Some weeks ago I (Marco) was looking for new things to learn in Perl. I took a look at my library and reviewed the titles of the books I read less, and after some consideration found two topics: GUIs and threads. But since I hate the “hello world” kind of programs, I decided to start this exploration of the (for me) unknown parts of Perl with a somewhat meaningful application: a chat.

The chat project

This article has downloads!

When I do this sort of thing, I like to discuss my ideas with other people, and that’s where Stefano always comes in. Stefano is a Java programmer, and knows very well how to deal with GUIs and threads. We talked about the project, and he gave me some structural advice for the program.

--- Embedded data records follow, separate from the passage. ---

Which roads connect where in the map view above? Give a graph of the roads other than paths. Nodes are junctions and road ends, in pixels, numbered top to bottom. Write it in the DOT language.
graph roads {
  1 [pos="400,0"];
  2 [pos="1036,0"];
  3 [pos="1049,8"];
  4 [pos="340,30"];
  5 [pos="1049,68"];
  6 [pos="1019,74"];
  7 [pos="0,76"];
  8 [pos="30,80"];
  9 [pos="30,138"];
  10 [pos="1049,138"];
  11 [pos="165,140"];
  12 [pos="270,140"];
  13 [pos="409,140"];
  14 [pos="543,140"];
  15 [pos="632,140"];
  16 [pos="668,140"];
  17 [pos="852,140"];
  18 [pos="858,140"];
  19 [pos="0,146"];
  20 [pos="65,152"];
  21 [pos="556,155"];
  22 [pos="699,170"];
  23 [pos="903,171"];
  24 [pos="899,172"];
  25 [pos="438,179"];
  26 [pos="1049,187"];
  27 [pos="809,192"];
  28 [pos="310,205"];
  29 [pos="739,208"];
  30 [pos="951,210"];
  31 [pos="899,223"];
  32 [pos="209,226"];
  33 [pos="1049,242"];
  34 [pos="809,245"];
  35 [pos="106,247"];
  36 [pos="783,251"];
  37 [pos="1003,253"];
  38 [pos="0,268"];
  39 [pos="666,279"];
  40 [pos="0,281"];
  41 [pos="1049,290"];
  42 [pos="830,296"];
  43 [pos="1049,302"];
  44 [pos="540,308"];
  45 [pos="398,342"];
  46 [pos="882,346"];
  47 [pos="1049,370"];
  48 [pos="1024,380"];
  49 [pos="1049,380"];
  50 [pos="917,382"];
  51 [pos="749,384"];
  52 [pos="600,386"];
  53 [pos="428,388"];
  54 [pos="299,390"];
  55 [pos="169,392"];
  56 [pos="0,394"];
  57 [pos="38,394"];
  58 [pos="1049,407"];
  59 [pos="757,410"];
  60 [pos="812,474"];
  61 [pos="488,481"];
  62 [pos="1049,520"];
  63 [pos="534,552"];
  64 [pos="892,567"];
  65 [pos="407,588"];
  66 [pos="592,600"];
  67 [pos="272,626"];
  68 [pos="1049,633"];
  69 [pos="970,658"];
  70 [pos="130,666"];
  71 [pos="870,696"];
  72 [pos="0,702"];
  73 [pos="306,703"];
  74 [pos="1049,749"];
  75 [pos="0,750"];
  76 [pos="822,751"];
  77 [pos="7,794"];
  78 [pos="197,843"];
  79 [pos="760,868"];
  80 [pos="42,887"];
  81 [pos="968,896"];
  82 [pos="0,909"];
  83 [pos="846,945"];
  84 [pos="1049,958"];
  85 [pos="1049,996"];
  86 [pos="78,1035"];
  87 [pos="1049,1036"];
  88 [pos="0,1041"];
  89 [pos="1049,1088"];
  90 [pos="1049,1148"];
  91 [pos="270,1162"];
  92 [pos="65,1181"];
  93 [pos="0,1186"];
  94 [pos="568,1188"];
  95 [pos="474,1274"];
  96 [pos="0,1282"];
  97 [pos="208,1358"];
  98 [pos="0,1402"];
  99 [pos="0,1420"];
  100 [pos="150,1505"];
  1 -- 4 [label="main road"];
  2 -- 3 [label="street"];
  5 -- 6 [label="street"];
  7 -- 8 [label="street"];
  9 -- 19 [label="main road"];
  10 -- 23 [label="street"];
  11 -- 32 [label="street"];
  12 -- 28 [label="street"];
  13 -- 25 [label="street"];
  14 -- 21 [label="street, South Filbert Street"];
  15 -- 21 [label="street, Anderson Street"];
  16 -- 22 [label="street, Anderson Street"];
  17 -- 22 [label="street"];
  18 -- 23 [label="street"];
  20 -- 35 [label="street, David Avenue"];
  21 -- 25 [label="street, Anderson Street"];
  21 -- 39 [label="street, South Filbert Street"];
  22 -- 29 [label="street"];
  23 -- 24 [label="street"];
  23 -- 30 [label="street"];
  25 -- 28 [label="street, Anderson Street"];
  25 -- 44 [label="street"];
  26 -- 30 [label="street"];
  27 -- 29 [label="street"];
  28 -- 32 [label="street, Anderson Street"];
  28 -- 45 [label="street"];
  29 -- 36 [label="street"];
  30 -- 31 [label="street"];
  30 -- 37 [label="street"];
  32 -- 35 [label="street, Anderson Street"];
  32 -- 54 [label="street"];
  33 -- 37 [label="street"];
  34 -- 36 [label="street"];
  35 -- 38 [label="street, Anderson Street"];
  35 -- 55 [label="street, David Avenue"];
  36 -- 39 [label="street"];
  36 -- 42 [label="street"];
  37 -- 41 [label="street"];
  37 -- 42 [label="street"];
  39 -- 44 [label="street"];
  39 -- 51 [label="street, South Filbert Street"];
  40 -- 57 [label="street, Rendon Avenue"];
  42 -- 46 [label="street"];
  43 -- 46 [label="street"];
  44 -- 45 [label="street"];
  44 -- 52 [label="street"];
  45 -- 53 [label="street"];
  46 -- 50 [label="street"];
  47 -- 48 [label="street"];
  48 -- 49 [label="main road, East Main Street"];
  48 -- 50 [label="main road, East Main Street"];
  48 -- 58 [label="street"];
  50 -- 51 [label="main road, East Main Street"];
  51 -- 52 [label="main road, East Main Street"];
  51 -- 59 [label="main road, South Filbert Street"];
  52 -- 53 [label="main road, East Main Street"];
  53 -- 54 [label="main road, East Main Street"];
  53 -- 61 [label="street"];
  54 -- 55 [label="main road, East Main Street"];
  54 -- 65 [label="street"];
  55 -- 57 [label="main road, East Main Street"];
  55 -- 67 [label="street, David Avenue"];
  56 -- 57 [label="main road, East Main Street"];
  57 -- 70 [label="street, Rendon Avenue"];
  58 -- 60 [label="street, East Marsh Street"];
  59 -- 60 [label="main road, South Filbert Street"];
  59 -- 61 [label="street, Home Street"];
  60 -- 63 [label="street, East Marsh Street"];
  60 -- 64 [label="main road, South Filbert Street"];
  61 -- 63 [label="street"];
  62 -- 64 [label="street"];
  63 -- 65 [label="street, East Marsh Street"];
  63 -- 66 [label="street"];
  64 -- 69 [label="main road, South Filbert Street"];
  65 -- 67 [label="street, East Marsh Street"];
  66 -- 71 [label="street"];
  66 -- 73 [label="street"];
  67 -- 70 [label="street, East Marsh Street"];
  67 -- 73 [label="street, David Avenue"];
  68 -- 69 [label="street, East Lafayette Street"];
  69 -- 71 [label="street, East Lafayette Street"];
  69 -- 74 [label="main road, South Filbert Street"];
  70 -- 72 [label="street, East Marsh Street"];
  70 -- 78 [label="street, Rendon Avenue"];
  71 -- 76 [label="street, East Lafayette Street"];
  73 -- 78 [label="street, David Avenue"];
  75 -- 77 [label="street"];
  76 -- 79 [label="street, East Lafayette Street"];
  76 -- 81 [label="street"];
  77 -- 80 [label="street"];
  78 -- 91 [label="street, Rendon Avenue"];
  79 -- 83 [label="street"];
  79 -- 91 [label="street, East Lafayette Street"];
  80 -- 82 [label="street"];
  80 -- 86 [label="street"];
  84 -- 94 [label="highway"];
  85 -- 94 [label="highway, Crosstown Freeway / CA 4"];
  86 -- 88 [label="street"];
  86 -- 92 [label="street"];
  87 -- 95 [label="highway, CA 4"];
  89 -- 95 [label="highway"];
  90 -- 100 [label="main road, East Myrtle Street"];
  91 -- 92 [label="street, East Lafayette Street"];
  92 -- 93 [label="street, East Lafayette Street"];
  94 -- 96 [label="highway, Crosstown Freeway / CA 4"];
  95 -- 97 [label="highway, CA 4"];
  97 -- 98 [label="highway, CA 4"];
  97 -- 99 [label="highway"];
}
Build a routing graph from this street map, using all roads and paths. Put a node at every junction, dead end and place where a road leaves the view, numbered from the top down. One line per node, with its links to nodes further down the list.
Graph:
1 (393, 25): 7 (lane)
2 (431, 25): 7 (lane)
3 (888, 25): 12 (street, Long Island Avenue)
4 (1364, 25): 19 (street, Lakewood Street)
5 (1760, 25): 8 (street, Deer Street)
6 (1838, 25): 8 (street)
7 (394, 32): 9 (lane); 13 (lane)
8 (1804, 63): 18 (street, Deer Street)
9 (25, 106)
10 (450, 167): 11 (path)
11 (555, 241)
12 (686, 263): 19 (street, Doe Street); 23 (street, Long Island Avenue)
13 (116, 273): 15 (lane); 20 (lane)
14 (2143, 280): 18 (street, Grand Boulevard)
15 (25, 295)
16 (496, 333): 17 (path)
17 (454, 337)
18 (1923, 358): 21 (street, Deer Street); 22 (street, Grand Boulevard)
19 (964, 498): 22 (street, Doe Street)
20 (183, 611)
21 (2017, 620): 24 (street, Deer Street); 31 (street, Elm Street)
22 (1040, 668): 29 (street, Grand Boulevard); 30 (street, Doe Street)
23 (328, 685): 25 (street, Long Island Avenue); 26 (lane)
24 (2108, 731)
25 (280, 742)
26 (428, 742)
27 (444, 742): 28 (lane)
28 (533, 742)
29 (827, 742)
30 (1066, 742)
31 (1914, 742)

Besides, we thought, doing things with a standard protocol like HTTP would greatly simplify the design, since there were a lot of ready-to-use modules on the CPAN to handle it, and it would help to make the application interoperable.

Essentially, I had two sources from which to study Perl threads: the chapter about them in the “Camel Book”, that is “Programming Perl” by Wall, Christiansen and Orwant; and the “perlthrtut” document, which is bundled with all recent Perl distributions. Other information was spread across the documentation of the threads, threads::shared and Thread::Queue modules.

It’s a peer-to-peer application: you run it specifying the address and port you want to contact another instance of the application, and you are given a GUI where you can type text and read replies

After experimenting a bit with the new things that I was learning, I decided that it was time to go for the real thing. I then picked up the “Learning Perl/tk” book, which I had read a while ago but never applied in practice, and reviewed those parts that allowed me to create a simple interface: a window with a big textbox to display the conversation in, a text field for the input, and a button to submit the typed text to the chat application.

A simple outline of the chat application: two threads that exchange information using a queue

The design of the application was fairly simple. First, it’s a peer-to-peer application: you run it specifying the address and port you want to contact another instance of the application, and you are given a GUI where you can type text and read replies (a bit like what happens with the old UN*X talk application that you may be familiar with). The communication takes place by means of POST HTTP connections: to send a message to your peer, you submit a POST request to the other peer at the /message URI; the POST request contains two variables: name, set to your nickname, and message, which contains the message to be sent. To receive a message, the application acts as an HTTP server that handles POST requests to the / message URI, formatted as just described above.

The problem with threads

Modern applications perform many operations at the same time. Internet browsers, for example, need to show update information about internal processing while managing multiple connections. Word processors have to assure fast response to user input and, if needed, safely create snapshots of current state for unexpected crashes. Internet browsers and word processors (and multimedia players, games, instant messengers…) are examples of applications that have multithreading capabilities.

Multithreading refers to the ability of an application to divide execution in threads that run simultaneously (or, at least, they appear to). While in the multiprocess model each process runs in its own private (and hence safe) environment, threads share the same memory area.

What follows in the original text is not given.